* _The task_:
All lines of the entries with "شرقی" in them must be listed.

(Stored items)
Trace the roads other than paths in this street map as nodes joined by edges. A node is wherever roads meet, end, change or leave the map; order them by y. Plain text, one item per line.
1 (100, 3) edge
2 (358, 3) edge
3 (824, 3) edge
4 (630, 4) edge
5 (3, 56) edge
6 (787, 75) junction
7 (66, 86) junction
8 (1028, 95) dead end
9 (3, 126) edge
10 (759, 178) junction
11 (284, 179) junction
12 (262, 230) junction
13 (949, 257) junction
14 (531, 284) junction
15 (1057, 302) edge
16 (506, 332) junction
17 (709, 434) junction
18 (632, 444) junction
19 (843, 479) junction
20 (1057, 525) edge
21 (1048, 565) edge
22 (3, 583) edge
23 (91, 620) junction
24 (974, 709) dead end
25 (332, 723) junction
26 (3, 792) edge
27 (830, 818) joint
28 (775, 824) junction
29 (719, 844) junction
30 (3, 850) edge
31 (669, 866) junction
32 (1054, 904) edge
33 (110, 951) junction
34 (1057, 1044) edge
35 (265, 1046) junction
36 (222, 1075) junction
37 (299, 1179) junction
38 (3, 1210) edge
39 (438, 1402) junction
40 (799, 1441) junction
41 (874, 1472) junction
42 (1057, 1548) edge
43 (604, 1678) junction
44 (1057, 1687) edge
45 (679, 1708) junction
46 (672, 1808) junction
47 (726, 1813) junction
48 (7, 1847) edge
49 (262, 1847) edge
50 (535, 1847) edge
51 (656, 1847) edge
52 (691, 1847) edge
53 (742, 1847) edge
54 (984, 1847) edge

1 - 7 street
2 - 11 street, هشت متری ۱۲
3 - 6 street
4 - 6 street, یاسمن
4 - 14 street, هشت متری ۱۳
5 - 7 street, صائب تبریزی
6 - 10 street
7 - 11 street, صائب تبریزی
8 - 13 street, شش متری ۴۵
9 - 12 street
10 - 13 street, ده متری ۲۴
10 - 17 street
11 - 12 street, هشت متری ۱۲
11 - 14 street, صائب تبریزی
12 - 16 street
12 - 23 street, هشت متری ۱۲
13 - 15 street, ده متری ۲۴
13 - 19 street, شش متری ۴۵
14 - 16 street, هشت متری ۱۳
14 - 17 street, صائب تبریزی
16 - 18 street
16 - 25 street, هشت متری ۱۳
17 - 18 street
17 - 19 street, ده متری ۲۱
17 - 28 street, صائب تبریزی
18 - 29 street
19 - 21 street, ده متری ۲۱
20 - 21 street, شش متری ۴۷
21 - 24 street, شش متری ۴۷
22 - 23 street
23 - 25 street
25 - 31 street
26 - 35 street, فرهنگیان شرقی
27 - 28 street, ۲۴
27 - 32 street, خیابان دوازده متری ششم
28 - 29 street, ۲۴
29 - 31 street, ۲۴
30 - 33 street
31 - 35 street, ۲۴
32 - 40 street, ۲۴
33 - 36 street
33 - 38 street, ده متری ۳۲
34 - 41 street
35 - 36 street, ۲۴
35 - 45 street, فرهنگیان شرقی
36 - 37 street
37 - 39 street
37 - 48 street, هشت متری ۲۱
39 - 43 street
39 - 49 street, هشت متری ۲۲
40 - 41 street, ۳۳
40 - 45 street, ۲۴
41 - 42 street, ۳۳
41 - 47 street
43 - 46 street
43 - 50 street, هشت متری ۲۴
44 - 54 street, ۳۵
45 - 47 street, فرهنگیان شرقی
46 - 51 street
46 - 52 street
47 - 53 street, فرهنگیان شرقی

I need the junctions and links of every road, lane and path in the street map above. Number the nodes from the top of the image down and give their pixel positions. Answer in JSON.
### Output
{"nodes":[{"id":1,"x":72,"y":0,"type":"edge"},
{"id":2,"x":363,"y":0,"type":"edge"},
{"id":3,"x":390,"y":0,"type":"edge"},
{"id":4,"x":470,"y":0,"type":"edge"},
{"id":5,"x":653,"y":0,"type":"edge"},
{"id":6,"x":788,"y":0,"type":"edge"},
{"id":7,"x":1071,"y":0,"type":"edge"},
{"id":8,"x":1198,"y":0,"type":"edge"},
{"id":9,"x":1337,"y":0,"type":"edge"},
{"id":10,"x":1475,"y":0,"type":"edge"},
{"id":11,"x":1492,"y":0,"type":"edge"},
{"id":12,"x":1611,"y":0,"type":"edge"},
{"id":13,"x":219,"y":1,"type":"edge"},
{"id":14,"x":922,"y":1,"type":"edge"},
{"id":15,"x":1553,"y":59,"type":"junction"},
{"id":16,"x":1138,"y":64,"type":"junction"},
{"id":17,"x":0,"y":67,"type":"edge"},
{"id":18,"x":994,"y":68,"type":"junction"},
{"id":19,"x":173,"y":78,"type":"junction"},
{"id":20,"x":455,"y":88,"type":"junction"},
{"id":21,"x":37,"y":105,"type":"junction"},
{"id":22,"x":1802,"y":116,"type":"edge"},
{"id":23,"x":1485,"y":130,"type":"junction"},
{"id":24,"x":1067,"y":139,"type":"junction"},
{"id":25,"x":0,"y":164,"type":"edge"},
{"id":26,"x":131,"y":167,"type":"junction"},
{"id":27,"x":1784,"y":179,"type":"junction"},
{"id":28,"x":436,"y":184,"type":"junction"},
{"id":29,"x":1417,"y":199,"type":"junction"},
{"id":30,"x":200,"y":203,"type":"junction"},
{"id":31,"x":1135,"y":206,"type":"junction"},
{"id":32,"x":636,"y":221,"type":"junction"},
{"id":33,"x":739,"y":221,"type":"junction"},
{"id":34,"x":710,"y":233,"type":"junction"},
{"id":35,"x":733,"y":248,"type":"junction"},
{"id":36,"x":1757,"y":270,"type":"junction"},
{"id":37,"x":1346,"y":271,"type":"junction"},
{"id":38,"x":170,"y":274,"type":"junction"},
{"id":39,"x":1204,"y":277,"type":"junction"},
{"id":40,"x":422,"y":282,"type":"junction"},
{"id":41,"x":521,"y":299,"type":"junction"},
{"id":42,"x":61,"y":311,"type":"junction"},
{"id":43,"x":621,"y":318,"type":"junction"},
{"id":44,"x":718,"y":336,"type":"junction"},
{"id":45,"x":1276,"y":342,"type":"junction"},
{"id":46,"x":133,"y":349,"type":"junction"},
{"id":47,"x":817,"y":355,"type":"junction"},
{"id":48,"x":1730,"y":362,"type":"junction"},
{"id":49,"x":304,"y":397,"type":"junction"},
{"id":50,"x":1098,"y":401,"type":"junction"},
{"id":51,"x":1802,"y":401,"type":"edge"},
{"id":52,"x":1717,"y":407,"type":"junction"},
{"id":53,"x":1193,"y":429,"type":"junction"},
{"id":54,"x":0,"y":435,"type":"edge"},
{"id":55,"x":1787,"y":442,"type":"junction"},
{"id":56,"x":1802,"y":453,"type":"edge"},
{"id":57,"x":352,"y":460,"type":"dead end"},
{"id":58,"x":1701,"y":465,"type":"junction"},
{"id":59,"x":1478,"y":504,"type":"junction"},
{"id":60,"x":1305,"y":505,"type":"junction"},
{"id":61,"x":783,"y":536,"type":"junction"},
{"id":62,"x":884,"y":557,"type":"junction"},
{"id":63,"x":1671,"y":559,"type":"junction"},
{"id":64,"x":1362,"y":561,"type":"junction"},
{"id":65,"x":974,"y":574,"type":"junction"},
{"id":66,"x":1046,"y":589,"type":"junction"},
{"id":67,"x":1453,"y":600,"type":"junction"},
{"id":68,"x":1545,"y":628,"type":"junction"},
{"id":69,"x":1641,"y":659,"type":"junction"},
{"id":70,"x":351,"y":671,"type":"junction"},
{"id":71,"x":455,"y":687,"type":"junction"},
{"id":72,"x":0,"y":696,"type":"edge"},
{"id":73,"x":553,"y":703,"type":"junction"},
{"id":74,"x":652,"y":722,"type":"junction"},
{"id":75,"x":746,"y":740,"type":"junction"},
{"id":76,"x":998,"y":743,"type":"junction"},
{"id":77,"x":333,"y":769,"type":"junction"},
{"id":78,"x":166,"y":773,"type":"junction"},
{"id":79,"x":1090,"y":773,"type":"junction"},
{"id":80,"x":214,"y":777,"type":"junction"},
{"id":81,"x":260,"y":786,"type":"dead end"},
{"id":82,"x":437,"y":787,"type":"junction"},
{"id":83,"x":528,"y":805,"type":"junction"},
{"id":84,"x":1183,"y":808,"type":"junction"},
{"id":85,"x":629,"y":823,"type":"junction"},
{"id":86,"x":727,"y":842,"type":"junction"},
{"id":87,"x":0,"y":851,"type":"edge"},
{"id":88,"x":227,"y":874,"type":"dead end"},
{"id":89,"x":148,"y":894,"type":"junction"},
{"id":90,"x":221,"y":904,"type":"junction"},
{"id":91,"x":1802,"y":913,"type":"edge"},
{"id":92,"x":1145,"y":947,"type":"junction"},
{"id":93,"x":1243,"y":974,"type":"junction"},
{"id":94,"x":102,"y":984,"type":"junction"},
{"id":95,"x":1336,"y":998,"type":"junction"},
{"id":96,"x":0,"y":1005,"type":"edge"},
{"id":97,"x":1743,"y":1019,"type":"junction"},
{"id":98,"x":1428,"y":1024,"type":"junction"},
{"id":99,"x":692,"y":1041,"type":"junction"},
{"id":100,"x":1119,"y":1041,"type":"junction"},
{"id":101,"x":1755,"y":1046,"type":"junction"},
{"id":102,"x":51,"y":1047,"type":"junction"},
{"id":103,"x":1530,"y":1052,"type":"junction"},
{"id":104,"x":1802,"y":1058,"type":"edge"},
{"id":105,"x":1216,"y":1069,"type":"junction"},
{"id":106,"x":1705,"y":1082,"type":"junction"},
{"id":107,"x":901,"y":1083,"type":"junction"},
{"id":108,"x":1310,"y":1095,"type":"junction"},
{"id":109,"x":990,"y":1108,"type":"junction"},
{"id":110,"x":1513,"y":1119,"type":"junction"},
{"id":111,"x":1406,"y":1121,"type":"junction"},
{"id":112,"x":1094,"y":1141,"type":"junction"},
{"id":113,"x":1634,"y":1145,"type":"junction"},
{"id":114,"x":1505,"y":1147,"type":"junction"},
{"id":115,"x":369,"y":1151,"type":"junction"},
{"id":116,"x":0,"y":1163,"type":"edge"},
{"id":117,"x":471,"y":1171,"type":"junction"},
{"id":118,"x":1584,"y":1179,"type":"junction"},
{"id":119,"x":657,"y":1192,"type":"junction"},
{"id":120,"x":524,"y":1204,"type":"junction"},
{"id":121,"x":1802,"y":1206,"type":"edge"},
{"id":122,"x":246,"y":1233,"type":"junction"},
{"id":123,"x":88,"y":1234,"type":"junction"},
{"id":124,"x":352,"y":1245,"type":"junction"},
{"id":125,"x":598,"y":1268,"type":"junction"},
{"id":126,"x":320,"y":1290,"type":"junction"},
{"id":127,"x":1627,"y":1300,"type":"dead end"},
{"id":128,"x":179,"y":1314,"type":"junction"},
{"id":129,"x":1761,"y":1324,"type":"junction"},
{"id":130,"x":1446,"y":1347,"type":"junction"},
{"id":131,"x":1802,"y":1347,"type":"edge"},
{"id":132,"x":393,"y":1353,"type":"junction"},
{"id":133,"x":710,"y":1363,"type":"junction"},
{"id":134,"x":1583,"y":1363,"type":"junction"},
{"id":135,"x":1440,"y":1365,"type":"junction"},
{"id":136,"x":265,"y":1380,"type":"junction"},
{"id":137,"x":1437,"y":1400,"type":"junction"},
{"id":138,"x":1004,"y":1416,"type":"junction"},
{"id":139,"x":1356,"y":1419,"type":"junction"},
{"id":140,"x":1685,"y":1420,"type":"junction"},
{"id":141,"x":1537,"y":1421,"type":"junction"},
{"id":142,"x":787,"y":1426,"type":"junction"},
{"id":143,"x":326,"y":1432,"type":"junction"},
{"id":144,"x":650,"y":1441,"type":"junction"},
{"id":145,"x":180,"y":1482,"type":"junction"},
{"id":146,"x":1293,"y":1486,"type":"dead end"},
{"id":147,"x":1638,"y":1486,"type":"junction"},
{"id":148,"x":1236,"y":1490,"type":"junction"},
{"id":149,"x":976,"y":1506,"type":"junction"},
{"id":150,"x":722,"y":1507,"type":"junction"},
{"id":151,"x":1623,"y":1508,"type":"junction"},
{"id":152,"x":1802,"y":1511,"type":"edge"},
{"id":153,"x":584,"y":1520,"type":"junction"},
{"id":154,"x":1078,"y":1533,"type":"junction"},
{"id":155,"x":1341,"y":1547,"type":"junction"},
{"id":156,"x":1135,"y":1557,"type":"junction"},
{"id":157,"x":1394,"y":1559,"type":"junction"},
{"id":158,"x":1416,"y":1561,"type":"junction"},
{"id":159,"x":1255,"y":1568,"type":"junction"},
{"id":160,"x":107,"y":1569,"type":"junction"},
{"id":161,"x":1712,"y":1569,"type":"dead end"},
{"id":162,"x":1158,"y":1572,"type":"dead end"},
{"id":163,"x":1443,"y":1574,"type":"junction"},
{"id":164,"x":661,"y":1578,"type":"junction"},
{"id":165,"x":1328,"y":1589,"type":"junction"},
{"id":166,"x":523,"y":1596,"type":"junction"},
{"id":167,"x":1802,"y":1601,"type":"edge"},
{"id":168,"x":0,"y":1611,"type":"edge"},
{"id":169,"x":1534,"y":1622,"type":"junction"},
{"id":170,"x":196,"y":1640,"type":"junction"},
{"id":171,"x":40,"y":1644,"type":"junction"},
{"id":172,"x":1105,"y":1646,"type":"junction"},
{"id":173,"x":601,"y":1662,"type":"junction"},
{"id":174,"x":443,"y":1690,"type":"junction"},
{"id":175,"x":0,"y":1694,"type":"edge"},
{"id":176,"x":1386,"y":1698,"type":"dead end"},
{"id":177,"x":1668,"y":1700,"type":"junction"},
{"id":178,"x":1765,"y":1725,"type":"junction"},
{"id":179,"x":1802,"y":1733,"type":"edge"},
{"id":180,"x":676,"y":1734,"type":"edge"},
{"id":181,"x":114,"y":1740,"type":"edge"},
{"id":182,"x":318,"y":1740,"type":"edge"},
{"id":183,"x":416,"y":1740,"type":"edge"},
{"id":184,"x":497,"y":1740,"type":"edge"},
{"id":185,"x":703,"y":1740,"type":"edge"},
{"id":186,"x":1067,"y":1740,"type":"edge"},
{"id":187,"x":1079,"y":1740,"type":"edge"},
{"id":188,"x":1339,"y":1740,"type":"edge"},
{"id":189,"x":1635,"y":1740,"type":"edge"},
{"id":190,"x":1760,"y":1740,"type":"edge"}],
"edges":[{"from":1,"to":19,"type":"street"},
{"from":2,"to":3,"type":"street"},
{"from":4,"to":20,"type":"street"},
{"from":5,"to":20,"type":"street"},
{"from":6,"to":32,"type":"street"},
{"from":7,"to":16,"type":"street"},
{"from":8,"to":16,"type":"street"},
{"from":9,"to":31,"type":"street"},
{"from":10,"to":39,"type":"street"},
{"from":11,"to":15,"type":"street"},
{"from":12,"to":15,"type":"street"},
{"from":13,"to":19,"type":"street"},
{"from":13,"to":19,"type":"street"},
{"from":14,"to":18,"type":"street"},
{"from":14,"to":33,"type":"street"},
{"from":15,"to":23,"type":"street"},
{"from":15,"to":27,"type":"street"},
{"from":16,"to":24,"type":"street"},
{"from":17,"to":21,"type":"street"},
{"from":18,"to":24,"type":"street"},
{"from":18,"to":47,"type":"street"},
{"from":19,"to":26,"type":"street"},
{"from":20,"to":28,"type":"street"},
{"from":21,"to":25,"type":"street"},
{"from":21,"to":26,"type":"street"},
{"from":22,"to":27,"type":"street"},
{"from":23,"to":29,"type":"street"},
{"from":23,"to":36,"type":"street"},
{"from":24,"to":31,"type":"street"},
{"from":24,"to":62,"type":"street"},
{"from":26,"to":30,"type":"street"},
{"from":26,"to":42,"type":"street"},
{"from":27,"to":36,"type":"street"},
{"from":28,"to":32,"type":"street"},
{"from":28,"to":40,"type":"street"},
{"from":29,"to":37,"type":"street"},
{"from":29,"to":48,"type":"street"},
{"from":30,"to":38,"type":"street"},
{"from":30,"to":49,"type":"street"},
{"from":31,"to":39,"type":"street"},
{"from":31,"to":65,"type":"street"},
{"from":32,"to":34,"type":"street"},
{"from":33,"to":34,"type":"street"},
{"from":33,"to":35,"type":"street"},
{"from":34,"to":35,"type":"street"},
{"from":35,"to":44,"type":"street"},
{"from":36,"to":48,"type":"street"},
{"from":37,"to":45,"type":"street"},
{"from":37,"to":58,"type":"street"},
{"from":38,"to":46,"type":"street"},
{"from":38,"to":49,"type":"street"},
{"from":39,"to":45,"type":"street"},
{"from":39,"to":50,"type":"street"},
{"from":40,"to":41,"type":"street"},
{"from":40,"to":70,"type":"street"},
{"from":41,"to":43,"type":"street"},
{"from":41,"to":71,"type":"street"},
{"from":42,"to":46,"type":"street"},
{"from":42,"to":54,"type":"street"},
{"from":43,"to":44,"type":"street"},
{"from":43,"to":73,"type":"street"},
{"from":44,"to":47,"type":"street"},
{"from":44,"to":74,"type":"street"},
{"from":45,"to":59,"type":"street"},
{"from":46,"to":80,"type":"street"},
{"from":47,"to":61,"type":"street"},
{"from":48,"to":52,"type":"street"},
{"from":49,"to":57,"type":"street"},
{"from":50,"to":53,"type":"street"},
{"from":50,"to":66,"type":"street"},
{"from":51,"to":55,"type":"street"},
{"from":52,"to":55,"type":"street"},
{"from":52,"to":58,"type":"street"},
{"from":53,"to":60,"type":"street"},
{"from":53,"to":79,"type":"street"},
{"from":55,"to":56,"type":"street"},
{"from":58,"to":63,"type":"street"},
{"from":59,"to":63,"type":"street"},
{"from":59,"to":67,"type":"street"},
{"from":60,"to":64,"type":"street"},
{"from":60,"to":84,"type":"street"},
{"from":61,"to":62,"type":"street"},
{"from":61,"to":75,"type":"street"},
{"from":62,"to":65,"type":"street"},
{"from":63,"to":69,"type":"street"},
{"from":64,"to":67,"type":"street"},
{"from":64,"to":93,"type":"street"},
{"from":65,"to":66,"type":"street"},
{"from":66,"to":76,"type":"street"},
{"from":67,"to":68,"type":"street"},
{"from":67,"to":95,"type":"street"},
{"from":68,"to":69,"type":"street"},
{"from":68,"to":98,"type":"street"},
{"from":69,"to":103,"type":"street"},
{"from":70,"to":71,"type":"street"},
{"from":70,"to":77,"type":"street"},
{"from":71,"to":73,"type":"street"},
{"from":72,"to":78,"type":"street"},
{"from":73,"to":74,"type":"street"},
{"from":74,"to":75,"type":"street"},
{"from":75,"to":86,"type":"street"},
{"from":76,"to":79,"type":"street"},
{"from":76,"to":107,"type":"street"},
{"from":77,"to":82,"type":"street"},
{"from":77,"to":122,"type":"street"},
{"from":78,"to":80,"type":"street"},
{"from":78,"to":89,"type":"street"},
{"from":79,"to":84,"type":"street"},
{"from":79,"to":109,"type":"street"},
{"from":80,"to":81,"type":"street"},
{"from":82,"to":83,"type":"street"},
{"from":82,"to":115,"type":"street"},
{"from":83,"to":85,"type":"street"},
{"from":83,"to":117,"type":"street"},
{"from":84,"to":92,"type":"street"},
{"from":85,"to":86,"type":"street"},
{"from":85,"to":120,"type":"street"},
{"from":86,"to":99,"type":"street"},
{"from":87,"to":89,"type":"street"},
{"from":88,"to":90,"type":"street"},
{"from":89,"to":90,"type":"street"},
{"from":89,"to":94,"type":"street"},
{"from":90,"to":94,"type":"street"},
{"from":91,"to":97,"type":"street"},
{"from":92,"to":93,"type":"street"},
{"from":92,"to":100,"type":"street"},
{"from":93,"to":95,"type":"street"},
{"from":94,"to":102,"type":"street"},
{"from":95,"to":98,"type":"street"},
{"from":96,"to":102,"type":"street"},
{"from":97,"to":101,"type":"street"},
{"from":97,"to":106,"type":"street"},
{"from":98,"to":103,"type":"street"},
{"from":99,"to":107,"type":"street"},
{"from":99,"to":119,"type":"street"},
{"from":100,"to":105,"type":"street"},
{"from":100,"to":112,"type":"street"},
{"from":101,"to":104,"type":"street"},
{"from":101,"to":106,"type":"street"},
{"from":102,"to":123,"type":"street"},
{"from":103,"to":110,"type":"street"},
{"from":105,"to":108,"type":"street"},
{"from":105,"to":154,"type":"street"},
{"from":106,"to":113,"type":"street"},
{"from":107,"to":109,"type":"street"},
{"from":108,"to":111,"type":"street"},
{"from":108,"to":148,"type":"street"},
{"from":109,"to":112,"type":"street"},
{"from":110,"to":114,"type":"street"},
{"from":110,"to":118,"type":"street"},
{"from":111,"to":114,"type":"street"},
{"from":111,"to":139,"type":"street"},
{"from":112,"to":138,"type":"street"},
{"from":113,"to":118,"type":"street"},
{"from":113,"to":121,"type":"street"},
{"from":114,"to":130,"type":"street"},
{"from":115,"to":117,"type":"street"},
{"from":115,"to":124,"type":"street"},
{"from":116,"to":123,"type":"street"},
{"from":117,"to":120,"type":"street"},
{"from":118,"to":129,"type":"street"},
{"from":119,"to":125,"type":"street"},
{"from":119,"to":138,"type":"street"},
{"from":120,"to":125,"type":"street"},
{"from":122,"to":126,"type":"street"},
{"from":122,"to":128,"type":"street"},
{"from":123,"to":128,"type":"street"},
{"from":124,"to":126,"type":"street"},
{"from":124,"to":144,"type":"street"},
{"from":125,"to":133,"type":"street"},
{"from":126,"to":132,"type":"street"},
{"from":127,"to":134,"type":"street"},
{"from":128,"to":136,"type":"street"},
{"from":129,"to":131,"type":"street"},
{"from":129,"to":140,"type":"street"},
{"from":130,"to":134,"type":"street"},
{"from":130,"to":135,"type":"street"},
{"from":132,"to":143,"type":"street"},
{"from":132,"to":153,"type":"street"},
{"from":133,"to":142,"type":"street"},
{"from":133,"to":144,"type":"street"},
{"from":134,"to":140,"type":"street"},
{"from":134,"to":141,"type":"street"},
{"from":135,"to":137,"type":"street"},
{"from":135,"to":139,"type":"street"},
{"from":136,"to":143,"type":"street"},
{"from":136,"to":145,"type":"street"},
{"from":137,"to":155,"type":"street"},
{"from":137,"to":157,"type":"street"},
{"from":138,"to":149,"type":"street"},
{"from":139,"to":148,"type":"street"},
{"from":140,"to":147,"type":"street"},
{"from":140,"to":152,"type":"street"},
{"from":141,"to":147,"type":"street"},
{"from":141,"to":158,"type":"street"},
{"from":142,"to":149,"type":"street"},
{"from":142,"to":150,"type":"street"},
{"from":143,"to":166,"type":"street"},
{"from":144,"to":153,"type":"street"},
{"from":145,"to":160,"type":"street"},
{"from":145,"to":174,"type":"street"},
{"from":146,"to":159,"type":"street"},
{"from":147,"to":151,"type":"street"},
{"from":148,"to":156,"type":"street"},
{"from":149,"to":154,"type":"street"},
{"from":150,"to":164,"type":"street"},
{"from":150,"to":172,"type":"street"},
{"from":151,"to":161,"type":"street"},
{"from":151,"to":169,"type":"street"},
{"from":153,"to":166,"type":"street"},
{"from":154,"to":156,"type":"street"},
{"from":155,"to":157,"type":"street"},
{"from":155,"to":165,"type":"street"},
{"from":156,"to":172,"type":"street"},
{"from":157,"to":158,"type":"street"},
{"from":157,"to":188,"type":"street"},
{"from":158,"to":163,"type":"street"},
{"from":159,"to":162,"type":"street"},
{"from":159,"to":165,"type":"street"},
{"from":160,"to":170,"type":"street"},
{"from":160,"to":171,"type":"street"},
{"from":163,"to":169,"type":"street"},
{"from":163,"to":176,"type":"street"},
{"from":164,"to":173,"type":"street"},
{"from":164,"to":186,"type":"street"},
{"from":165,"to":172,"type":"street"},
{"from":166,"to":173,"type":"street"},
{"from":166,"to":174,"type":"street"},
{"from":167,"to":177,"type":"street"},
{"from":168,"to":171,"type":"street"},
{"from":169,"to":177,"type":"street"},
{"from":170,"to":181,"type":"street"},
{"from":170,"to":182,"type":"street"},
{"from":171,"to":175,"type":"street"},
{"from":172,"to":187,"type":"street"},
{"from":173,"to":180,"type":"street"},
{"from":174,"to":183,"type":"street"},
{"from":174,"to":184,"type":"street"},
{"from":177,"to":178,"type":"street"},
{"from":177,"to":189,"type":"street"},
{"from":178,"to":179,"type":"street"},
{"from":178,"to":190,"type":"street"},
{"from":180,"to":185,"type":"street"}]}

* _Completed task_:
26 - 35 street, فرهنگیان شرقی
35 - 45 street, فرهنگیان شرقی
45 - 47 street, فرهنگیان شرقی
47 - 53 street, فرهنگیان شرقی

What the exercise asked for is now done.